##### RECORDS #####

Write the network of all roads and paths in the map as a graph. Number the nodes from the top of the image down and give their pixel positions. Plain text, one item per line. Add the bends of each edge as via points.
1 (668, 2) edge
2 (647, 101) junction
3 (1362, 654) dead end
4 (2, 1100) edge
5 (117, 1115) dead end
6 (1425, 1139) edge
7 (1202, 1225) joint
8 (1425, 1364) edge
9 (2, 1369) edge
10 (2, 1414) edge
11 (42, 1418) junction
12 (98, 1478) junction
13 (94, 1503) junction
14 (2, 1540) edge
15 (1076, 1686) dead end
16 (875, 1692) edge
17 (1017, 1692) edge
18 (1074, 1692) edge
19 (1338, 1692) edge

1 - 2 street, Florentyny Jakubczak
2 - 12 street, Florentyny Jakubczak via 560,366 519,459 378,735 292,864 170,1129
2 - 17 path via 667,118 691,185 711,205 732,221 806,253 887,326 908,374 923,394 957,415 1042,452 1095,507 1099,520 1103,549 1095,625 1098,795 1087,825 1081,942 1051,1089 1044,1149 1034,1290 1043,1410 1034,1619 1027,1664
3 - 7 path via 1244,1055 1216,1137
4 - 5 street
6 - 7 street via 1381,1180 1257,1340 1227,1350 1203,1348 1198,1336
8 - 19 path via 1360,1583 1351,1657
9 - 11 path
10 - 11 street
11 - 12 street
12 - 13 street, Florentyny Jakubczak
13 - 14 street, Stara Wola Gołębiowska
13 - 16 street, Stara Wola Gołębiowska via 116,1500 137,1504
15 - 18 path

#####

ACTION ITEM:
Only the lines holding the string "Gołębiowska" are needed; copy each of them from the material above.

WRITTEN REPLY:
13 - 14 street, Stara Wola Gołębiowska
13 - 16 street, Stara Wola Gołębiowska via 116,1500 137,1504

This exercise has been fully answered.